Great boards take good care of their chief executives. They check in with them. They ask how they can help. They buy them Bounty bars.

Trustees also take care of each other, and chief executives and chairs take kind action if they see a trustee is struggling to undertake their duties, whatever the reason. The action might just be to ask them if they are okay.

Mutual respect and trust

Trustees respect the chief executive, and the chief executive respects the trustees. Their starting point is to assume the best of each other.

The board understands that the chief executive, like the majority of sector leaders, is over-stretched, underpaid, a jack-of-all-trades and hugely committed to the organisation. And that they probably have a problematic biscuit habit.

The chief executive understands that trustees have other stuff going on in their lives (jobs, caring responsibilities, hobbies, a life) and that being a trustee may not be their main focus all of the time. Shock horror.

Understanding of roles

Many relationships between boards and chief executives fail because there is disagreement on trustee vs chief executive roles. Some of this is written in stone (your governing document, the law). Some of it depends on your organisation. These grey areas are where danger lies.

Something that feels like trustees meddling to a chief executive is likely to be a trustee trying to be helpful.

Effective relationships are built on clear role descriptions, an understanding of the legal responsibilities of trustees, and agreeing (then writing down and regularly reviewing) who does what.

Mission above all else

Chief executives and trustees are there to fulfil the organisation’s mission. So why do arguments get so personal? Why do trivial disagreements (the new font, the pictures that will go on the wall, whether Michael dissed Michelle) take over?

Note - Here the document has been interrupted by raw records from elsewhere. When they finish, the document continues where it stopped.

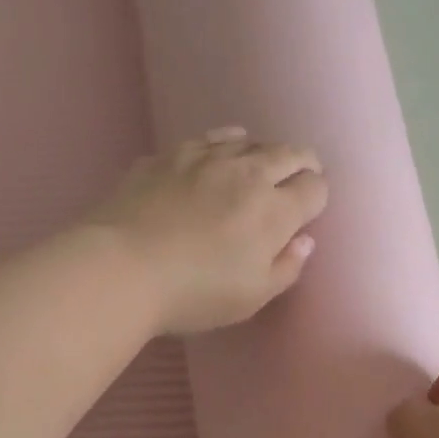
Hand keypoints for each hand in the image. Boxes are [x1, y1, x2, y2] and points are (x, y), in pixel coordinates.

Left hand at [90, 128, 327, 335]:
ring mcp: (205, 158)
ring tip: (257, 165)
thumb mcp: (251, 298)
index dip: (317, 196)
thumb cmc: (194, 293)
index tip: (308, 209)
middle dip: (301, 164)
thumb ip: (286, 268)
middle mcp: (247, 173)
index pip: (314, 187)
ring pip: (248, 140)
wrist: (121, 267)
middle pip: (289, 153)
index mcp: (274, 210)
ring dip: (261, 152)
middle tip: (297, 177)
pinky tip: (214, 157)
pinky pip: (207, 140)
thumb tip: (304, 241)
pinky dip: (221, 145)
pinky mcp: (169, 156)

Great chief executives and boards are focused on mission. They think hard about how they are going to leave the organisation in a better state than they found it. They are self-aware and self-effacing. They actively want to hear each other’s opinions, and they relish the respectful debate that paves the way to better decisions.

So, are your board and chief executive happily married or on the rocks?

If you’re heading for a break up, get some marriage guidance from the Charity Governance Code, Acevo or the Association of Chairs.